Two Godzilla Movies [Media Notes 8]

I’ve just watched two American Godzilla films: Godzilla (1998, #23 in the franchise), and Godzilla (2014, #30). In terms of special effects and general craftsmanship they’re much better than the original Japanese Gojira (1954). But I was unable to watch either one of them in a single sitting. Other things called to me.

So why blog about them at all? Because I want to note how they are like the original and how they differ from it. Since the two films have the same name, I’ll simply indicate them by date, 1998 and 2014. A quick one: The monster was radically redesigned for 1998, but pretty much the same for 2014, though somewhat larger. In 1998 the monster was hermaphroditic and managed to nest in the middle of Manhattan; finding and destroying that nest and all the baby monsters consumed much of the plot.
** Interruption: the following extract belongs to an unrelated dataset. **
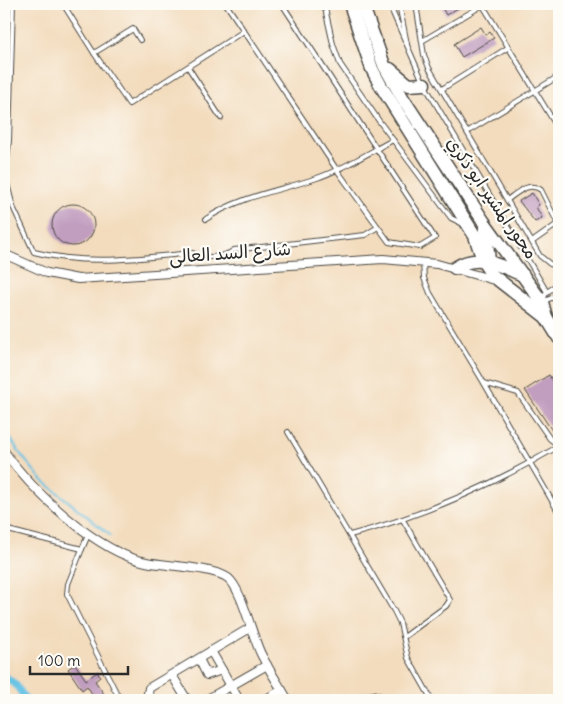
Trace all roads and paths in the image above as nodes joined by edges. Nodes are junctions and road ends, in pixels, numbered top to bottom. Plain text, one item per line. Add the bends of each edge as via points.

In 2014 Godzilla is a good monster fighting two MUTOs (Massive Unidentified Terrestrial Organism).

Neither film picks up on the romantic conflict of the original film, the conflict between arranged marriage and marriage by mutual attraction and consent. That's simply not relevant in the contemporary American context.

1998

Godzilla heads to Manhattan from the South Pacific. Dr. Nick Tatopoulos is recruited to help deal with it. He’s the one who figured out that it’s hermaphroditic and breeding. He advises that Manhattan be evacuated and suggests they bait Godzilla with a big pile of fish. It works, of course, but not quite like they’d wanted it to, of course.

Meanwhile his ex-girlfriend from college, Audrey Timmonds, is trying to make it as a reporter (the news reporter motif is, I assume, an element from the 1956 American version, Godzilla: King of the Monsters. The two meet, she snags a tape of Godzilla from his tent, and her nasty boss in turn snags if from her. However, she eventually gets some footage and makes her career.
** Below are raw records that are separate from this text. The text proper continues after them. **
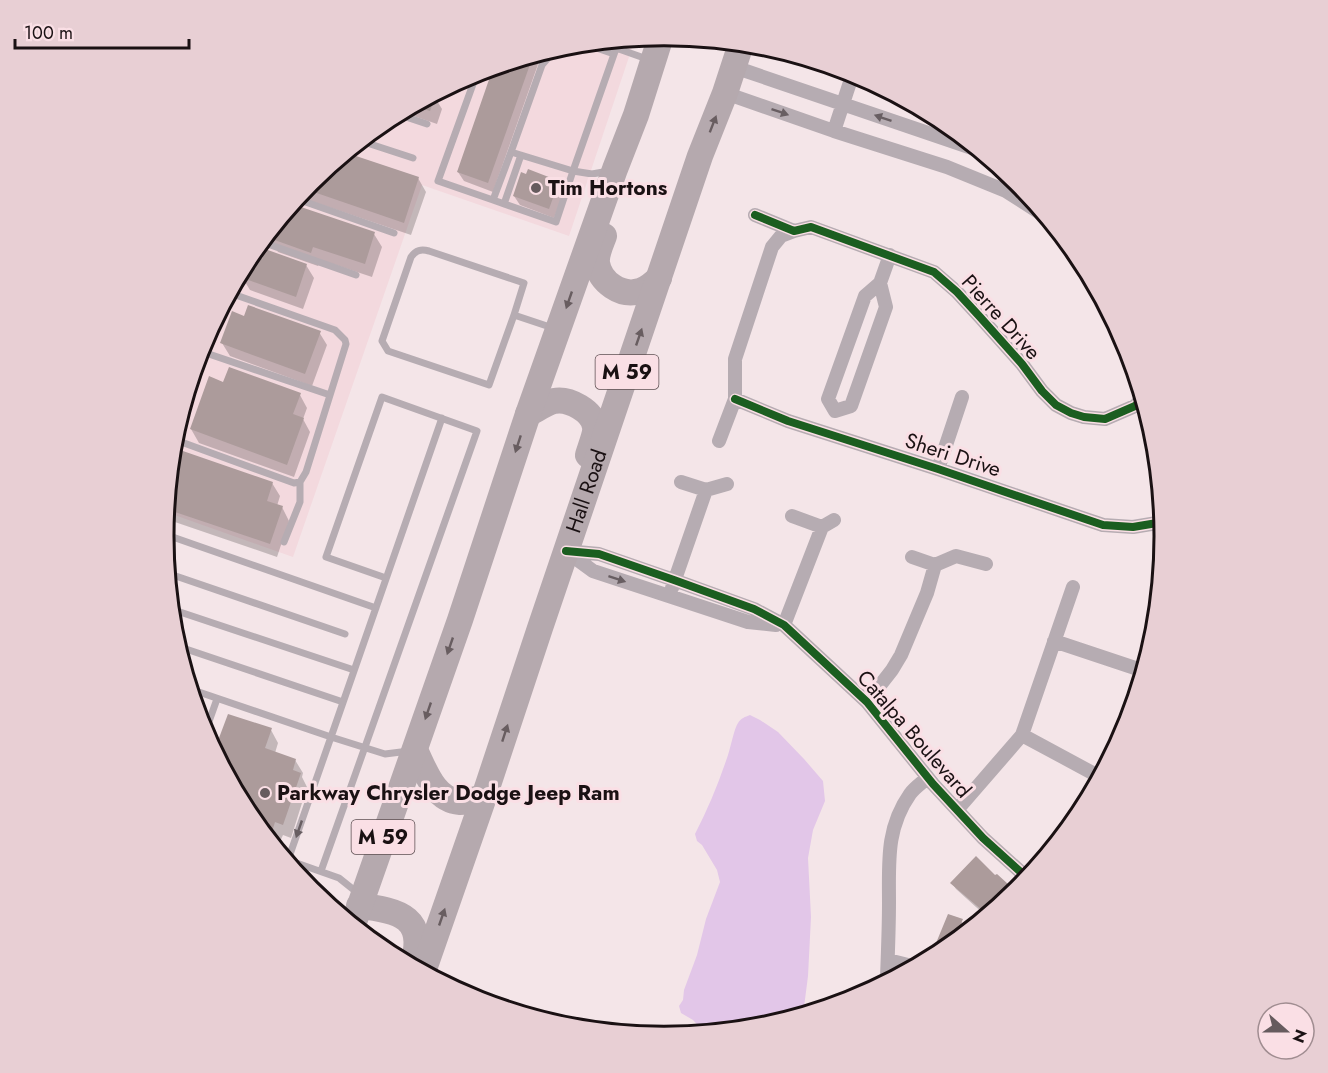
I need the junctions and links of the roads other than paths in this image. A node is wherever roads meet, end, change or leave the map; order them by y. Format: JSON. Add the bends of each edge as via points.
{"nodes":[{"id":1,"x":658,"y":46,"type":"edge"},
{"id":2,"x":616,"y":49,"type":"edge"},
{"id":3,"x":620,"y":49,"type":"edge"},
{"id":4,"x":737,"y":55,"type":"edge"},
{"id":5,"x":545,"y":61,"type":"edge"},
{"id":6,"x":653,"y":61,"type":"junction"},
{"id":7,"x":850,"y":83,"type":"edge"},
{"id":8,"x":472,"y":86,"type":"edge"},
{"id":9,"x":725,"y":93,"type":"junction"},
{"id":10,"x":843,"y":104,"type":"junction"},
{"id":11,"x":636,"y":116,"type":"junction"},
{"id":12,"x":409,"y":118,"type":"edge"},
{"id":13,"x":427,"y":124,"type":"dead end"},
{"id":14,"x":834,"y":131,"type":"junction"},
{"id":15,"x":942,"y":134,"type":"edge"},
{"id":16,"x":955,"y":143,"type":"edge"},
{"id":17,"x":371,"y":144,"type":"edge"},
{"id":18,"x":511,"y":152,"type":"junction"},
{"id":19,"x":521,"y":155,"type":"junction"},
{"id":20,"x":413,"y":158,"type":"dead end"},
{"id":21,"x":947,"y":167,"type":"junction"},
{"id":22,"x":615,"y":169,"type":"junction"},
{"id":23,"x":573,"y":171,"type":"junction"},
{"id":24,"x":1019,"y":199,"type":"edge"},
{"id":25,"x":493,"y":200,"type":"junction"},
{"id":26,"x":306,"y":202,"type":"edge"},
{"id":27,"x":504,"y":204,"type":"junction"},
{"id":28,"x":755,"y":215,"type":"dead end"},
{"id":29,"x":794,"y":231,"type":"junction"},
{"id":30,"x":394,"y":233,"type":"dead end"},
{"id":31,"x":270,"y":245,"type":"edge"},
{"id":32,"x":890,"y":255,"type":"junction"},
{"id":33,"x":356,"y":275,"type":"dead end"},
{"id":34,"x":659,"y":278,"type":"junction"},
{"id":35,"x":880,"y":284,"type":"junction"},
{"id":36,"x":238,"y":296,"type":"edge"},
{"id":37,"x":514,"y":315,"type":"junction"},
{"id":38,"x":558,"y":330,"type":"junction"},
{"id":39,"x":209,"y":354,"type":"edge"},
{"id":40,"x":330,"y":394,"type":"junction"},
{"id":41,"x":962,"y":397,"type":"dead end"},
{"id":42,"x":735,"y":399,"type":"junction"},
{"id":43,"x":1136,"y":405,"type":"edge"},
{"id":44,"x":528,"y":414,"type":"junction"},
{"id":45,"x":442,"y":418,"type":"junction"},
{"id":46,"x":719,"y":441,"type":"dead end"},
{"id":47,"x":183,"y":443,"type":"edge"},
{"id":48,"x":938,"y":469,"type":"junction"},
{"id":49,"x":300,"y":482,"type":"junction"},
{"id":50,"x":681,"y":482,"type":"dead end"},
{"id":51,"x":727,"y":484,"type":"dead end"},
{"id":52,"x":706,"y":490,"type":"junction"},
{"id":53,"x":792,"y":516,"type":"dead end"},
{"id":54,"x":1154,"y":524,"type":"edge"},
{"id":55,"x":174,"y":538,"type":"edge"},
{"id":56,"x":285,"y":542,"type":"dead end"},
{"id":57,"x":566,"y":551,"type":"junction"},
{"id":58,"x":912,"y":557,"type":"dead end"},
{"id":59,"x":986,"y":564,"type":"dead end"},
{"id":60,"x":935,"y":565,"type":"junction"},
{"id":61,"x":176,"y":576,"type":"edge"},
{"id":62,"x":386,"y":578,"type":"junction"},
{"id":63,"x":674,"y":580,"type":"junction"},
{"id":64,"x":1073,"y":587,"type":"dead end"},
{"id":65,"x":669,"y":595,"type":"junction"},
{"id":66,"x":376,"y":608,"type":"junction"},
{"id":67,"x":180,"y":612,"type":"edge"},
{"id":68,"x":784,"y":626,"type":"junction"},
{"id":69,"x":345,"y":634,"type":"dead end"},
{"id":70,"x":1054,"y":641,"type":"junction"},
{"id":71,"x":188,"y":650,"type":"edge"},
{"id":72,"x":1136,"y":668,"type":"edge"},
{"id":73,"x":354,"y":670,"type":"junction"},
{"id":74,"x":200,"y":693,"type":"edge"},
{"id":75,"x":217,"y":699,"type":"junction"},
{"id":76,"x":343,"y":702,"type":"junction"},
{"id":77,"x":867,"y":702,"type":"junction"},
{"id":78,"x":210,"y":720,"type":"edge"},
{"id":79,"x":1022,"y":735,"type":"junction"},
{"id":80,"x":331,"y":737,"type":"junction"},
{"id":81,"x":364,"y":748,"type":"junction"},
{"id":82,"x":415,"y":750,"type":"junction"},
{"id":83,"x":1093,"y":773,"type":"edge"},
{"id":84,"x":927,"y":777,"type":"junction"},
{"id":85,"x":484,"y":797,"type":"junction"},
{"id":86,"x":957,"y":810,"type":"junction"},
{"id":87,"x":289,"y":852,"type":"edge"},
{"id":88,"x":300,"y":864,"type":"edge"},
{"id":89,"x":321,"y":871,"type":"junction"},
{"id":90,"x":1021,"y":872,"type":"edge"},
{"id":91,"x":358,"y":909,"type":"edge"},
{"id":92,"x":414,"y":958,"type":"edge"},
{"id":93,"x":888,"y":960,"type":"junction"},
{"id":94,"x":904,"y":964,"type":"edge"},
{"id":95,"x":426,"y":965,"type":"edge"},
{"id":96,"x":887,"y":973,"type":"edge"}],
"edges":[{"from":1,"to":6,"type":"highway","number":"M 59"},
{"from":2,"to":23,"type":"lane"},
{"from":3,"to":6,"type":"lane"},
{"from":4,"to":9,"type":"highway","name":"Hall Road","number":"M 59"},
{"from":4,"to":10,"type":"street"},
{"from":5,"to":18,"type":"lane"},
{"from":6,"to":11,"type":"highway","number":"M 59"},
{"from":7,"to":10,"type":"street"},
{"from":8,"to":25,"type":"lane","via":[[438,181]]},
{"from":9,"to":14,"type":"street","one_way":true},
{"from":34,"to":9,"type":"highway","name":"Hall Road","number":"M 59","one_way":true},
{"from":10,"to":14,"type":"street"},
{"from":15,"to":10,"type":"street","one_way":true},
{"from":11,"to":22,"type":"highway","number":"M 59"},
{"from":11,"to":34,"type":"highway","via":[[638,143],[597,255],[597,265],[609,285],[618,290],[639,291]]},
{"from":12,"to":13,"type":"lane"},
{"from":14,"to":21,"type":"street"},
{"from":16,"to":21,"type":"street"},
{"from":17,"to":20,"type":"lane"},
{"from":18,"to":19,"type":"lane"},
{"from":18,"to":25,"type":"lane"},
{"from":19,"to":23,"type":"lane"},
{"from":19,"to":27,"type":"lane"},
{"from":21,"to":24,"type":"street"},
{"from":22,"to":23,"type":"lane","via":[[592,174]]},
{"from":22,"to":38,"type":"highway","number":"M 59","one_way":true},
{"from":23,"to":27,"type":"lane","via":[[556,222]]},
{"from":25,"to":27,"type":"lane"},
{"from":26,"to":30,"type":"lane"},
{"from":28,"to":29,"type":"street","name":"Pierre Drive"},
{"from":29,"to":32,"type":"street","name":"Pierre Drive","via":[[811,227]]},
{"from":29,"to":42,"type":"street","via":[[781,236],[772,247],[735,359]]},
{"from":31,"to":33,"type":"lane"},
{"from":32,"to":35,"type":"street"},
{"from":32,"to":43,"type":"street","name":"Pierre Drive","via":[[934,272],[957,292],[1056,405],[1084,417],[1106,418]]},
{"from":57,"to":34,"type":"highway","name":"Hall Road","number":"M 59","one_way":true},
{"from":35,"to":35,"type":"street","via":[[865,296],[828,399],[835,411],[851,406],[879,329],[886,307]]},
{"from":36,"to":40,"type":"lane","via":[[335,330],[342,336],[346,344]]},
{"from":37,"to":37,"type":"lane","via":[[489,385],[388,351],[382,342],[411,257],[419,250],[524,283]]},
{"from":37,"to":38,"type":"lane"},
{"from":38,"to":44,"type":"highway","number":"M 59"},
{"from":39,"to":40,"type":"lane"},
{"from":40,"to":49,"type":"lane"},
{"from":41,"to":48,"type":"street"},
{"from":42,"to":46,"type":"street"},
{"from":42,"to":48,"type":"street","name":"Sheri Drive","via":[[788,421]]},
{"from":44,"to":57,"type":"highway","via":[[555,400],[581,407],[595,427]]},
{"from":44,"to":82,"type":"highway","number":"M 59","one_way":true},
{"from":45,"to":62,"type":"lane"},
{"from":45,"to":62,"type":"lane","via":[[382,397],[326,557]]},
{"from":45,"to":81,"type":"lane","via":[[477,431]]},
{"from":47,"to":49,"type":"lane"},
{"from":48,"to":54,"type":"street","name":"Sheri Drive","via":[[1103,525]]},
{"from":49,"to":56,"type":"lane","via":[[300,502]]},
{"from":50,"to":52,"type":"street"},
{"from":51,"to":52,"type":"street"},
{"from":52,"to":63,"type":"street"},
{"from":53,"to":68,"type":"street","via":[[828,524]]},
{"from":55,"to":66,"type":"lane"},
{"from":57,"to":63,"type":"street","name":"Catalpa Boulevard","via":[[599,554]]},
{"from":57,"to":65,"type":"street","one_way":true,"via":[[593,571]]},
{"from":85,"to":57,"type":"highway","name":"Hall Road","number":"M 59","one_way":true},
{"from":58,"to":60,"type":"street"},
{"from":59,"to":60,"type":"street","via":[[956,556]]},
{"from":60,"to":77,"type":"street","via":[[901,655]]},
{"from":61,"to":69,"type":"lane"},
{"from":62,"to":66,"type":"lane"},
{"from":63,"to":65,"type":"street"},
{"from":63,"to":68,"type":"street","name":"Catalpa Boulevard","via":[[754,609]]},
{"from":64,"to":70,"type":"street"},
{"from":65,"to":68,"type":"street","via":[[748,622]]},
{"from":66,"to":73,"type":"lane"},
{"from":67,"to":73,"type":"lane"},
{"from":68,"to":77,"type":"street","name":"Catalpa Boulevard"},
{"from":70,"to":72,"type":"street"},
{"from":70,"to":79,"type":"street"},
{"from":71,"to":76,"type":"lane"},
{"from":73,"to":76,"type":"lane"},
{"from":74,"to":75,"type":"lane"},
{"from":75,"to":78,"type":"lane"},
{"from":75,"to":80,"type":"lane"},
{"from":76,"to":80,"type":"lane"},
{"from":77,"to":84,"type":"street","name":"Catalpa Boulevard"},
{"from":79,"to":83,"type":"street"},
{"from":79,"to":86,"type":"street"},
{"from":80,"to":81,"type":"lane"},
{"from":80,"to":87,"type":"lane","one_way":true},
{"from":81,"to":82,"type":"lane","via":[[385,754]]},
{"from":81,"to":89,"type":"lane"},
{"from":82,"to":85,"type":"highway","via":[[433,788],[447,798],[459,802]]},
{"from":82,"to":91,"type":"highway","number":"M 59"},
{"from":84,"to":86,"type":"street","name":"Catalpa Boulevard"},
{"from":84,"to":93,"type":"street","via":[[911,792],[898,813],[891,838]]},
{"from":95,"to":85,"type":"highway","name":"Hall Road","number":"M 59","one_way":true},
{"from":86,"to":90,"type":"street","name":"Catalpa Boulevard"},
{"from":88,"to":89,"type":"lane"},
{"from":89,"to":91,"type":"lane","via":[[339,878]]},
{"from":91,"to":92,"type":"highway","via":[[381,908],[400,914],[412,924],[417,934]]},
{"from":93,"to":94,"type":"street"},
{"from":93,"to":96,"type":"street"}]}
Nick and Audrey their separate ways through most of the film, both pursuing Godzilla, but met up after the little ones have been destroyed. Nick had been removed from the military action, for having allowed the tape to be swiped by Audrey, but is then snapped up by the French secret service. Why are the French secret service interested? Because it was France’s nuclear testing in the South Pacific that created Godzilla in the first place, where Godzilla swamped a Japanese fishing boat (from the original film).
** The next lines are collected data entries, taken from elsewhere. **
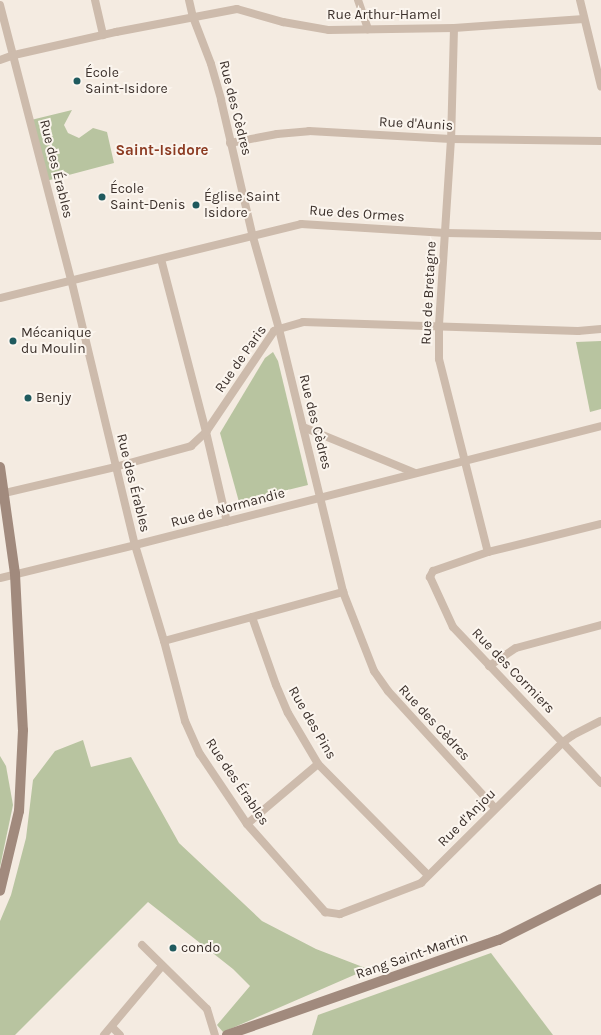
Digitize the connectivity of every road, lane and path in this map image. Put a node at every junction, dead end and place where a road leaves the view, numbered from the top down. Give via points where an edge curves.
1 (94, 0) edge
2 (189, 0) edge
3 (358, 0) edge
4 (580, 0) edge
5 (0, 5) edge
6 (193, 17) junction
7 (584, 19) junction
8 (454, 28) junction
9 (368, 29) junction
10 (103, 35) junction
11 (14, 55) junction
12 (0, 60) edge
13 (601, 86) edge
14 (451, 139) junction
15 (601, 141) edge
16 (230, 143) junction
17 (446, 233) junction
18 (601, 236) edge
19 (253, 237) junction
20 (161, 259) junction
21 (70, 279) junction
22 (0, 298) edge
23 (439, 327) junction
24 (279, 329) junction
25 (601, 329) edge
26 (601, 426) edge
27 (303, 427) junction
28 (206, 432) junction
29 (464, 462) junction
30 (0, 467) edge
31 (115, 467) junction
32 (415, 473) junction
33 (2, 493) edge
34 (320, 497) junction
35 (227, 522) junction
36 (601, 524) edge
37 (135, 545) junction
38 (488, 552) junction
39 (15, 574) junction
40 (0, 578) edge
41 (344, 592) junction
42 (252, 617) junction
43 (601, 625) edge
44 (164, 641) junction
45 (489, 666) junction
46 (601, 720) edge
47 (563, 742) junction
48 (318, 764) junction
49 (601, 783) edge
50 (495, 808) junction
51 (247, 824) junction
52 (428, 875) junction
53 (601, 889) edge
54 (0, 891) edge
55 (340, 914) joint
56 (142, 945) dead end
57 (162, 966) junction
58 (112, 1027) junction
59 (104, 1035) edge
60 (120, 1035) edge
61 (215, 1035) edge
62 (227, 1035) edge

1 - 10 street
2 - 6 street, Rue des Cèdres
3 - 9 street
4 - 7 street
5 - 11 street, Rue des Érables
6 - 9 street, Rue Arthur-Hamel via 237,9 283,22 329,30
6 - 10 street, Rue Arthur-Hamel
6 - 16 street, Rue des Cèdres via 211,64
7 - 8 street, Rue Arthur-Hamel
7 - 13 street
8 - 9 street, Rue Arthur-Hamel
8 - 14 street, Rue de Bretagne
10 - 11 street, Rue Arthur-Hamel
11 - 12 street, Rue Arthur-Hamel
11 - 21 street, Rue des Érables
14 - 15 street, Rue d'Aunis
14 - 16 street, Rue d'Aunis via 309,131
14 - 17 street, Rue de Bretagne
16 - 19 street, Rue des Cèdres
17 - 18 street, Rue des Ormes
17 - 19 street, Rue des Ormes via 301,224
17 - 23 street, Rue de Bretagne
19 - 20 street, Rue des Ormes
19 - 24 street, Rue des Cèdres
20 - 21 street, Rue des Ormes
20 - 28 street
21 - 22 street, Rue des Ormes
21 - 31 street, Rue des Érables
23 - 24 street, Rue de Paris via 303,322
23 - 25 street, Rue de Paris via 578,331
23 - 29 street, Rue de Bretagne via 439,360
24 - 27 street, Rue des Cèdres
24 - 28 street, Rue de Paris via 274,331
26 - 29 street, Rue de Normandie
27 - 32 street
27 - 34 street, Rue des Cèdres
28 - 31 street, Rue de Paris via 191,446
28 - 35 street
29 - 32 street, Rue de Normandie
29 - 38 street, Rue de Bretagne
30 - 33 main road
31 - 33 street, Rue de Paris
31 - 37 street, Rue des Érables
32 - 34 street, Rue de Normandie
33 - 39 main road
34 - 35 street, Rue de Normandie
34 - 41 street, Rue des Cèdres
35 - 37 street, Rue de Normandie
36 - 38 street
37 - 39 street, Rue de Normandie
37 - 44 street, Rue des Érables
38 - 45 street, Rue des Cormiers via 433,571 430,577 453,627
39 - 40 street, Rue de Normandie
39 - 54 main road via 23,730 19,811
41 - 42 street
41 - 50 street, Rue des Cèdres via 374,671 388,691
42 - 44 street
42 - 48 street, Rue des Pins via 288,713
43 - 45 street via 516,648
44 - 51 street, Rue des Érables via 185,722 200,754
45 - 47 street, Rue des Cormiers
46 - 47 street, Rue d'Anjou
47 - 49 street, Rue des Cormiers
47 - 50 street, Rue d'Anjou
48 - 51 street
48 - 52 street, Rue des Pins
50 - 52 street, Rue d'Anjou
51 - 55 street, Rue des Érables via 325,912
52 - 55 street, Rue d'Anjou via 421,883 406,890
53 - 62 main road, Rang Saint-Martin via 498,940
56 - 57 street
57 - 58 street
57 - 61 street via 207,1009
58 - 59 street
58 - 60 street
Then Godzilla shows up again (we’d thought it had been killed) and chases them – Nick, Audrey, her cameraman, and he Frenchman, all over the place. But the Air Force gets him. We have a happy ending.

2014

This is a complicated story, spanning two generations. Including two generations within one American family. This is the interesting thing. There is no romance; but there is family. But then, I suppose, we had that in the Japanese original as well, Yamane and his daughter. Is this why, in myth-logic, Godzilla turns out to be a ‘friendly’ monster?

In 1999 two scientists (Serizawa and Vivienne Graham) find two giant spores in the Philippines. There’s trouble at a nuclear reactor in Japan where Joe Brody looses his wife Sandra. In 2014 their son Ford chases after his dad, Joe, who’s been arrested in the quarantine zone for the reactor. This and that happens, Joe is killed, and a MUTO heads toward San Francisco. Serizawa & Graham and Ford follow on a US warship.

Other stuff happens, but it comes down to Godzilla killing two MUTOs in San Francisco and heading back to sea. Ford has something to do with it (as do Serizawa and Graham). Ford is reunited with his family, who were in San Francisco, where Joe had been until he got the call.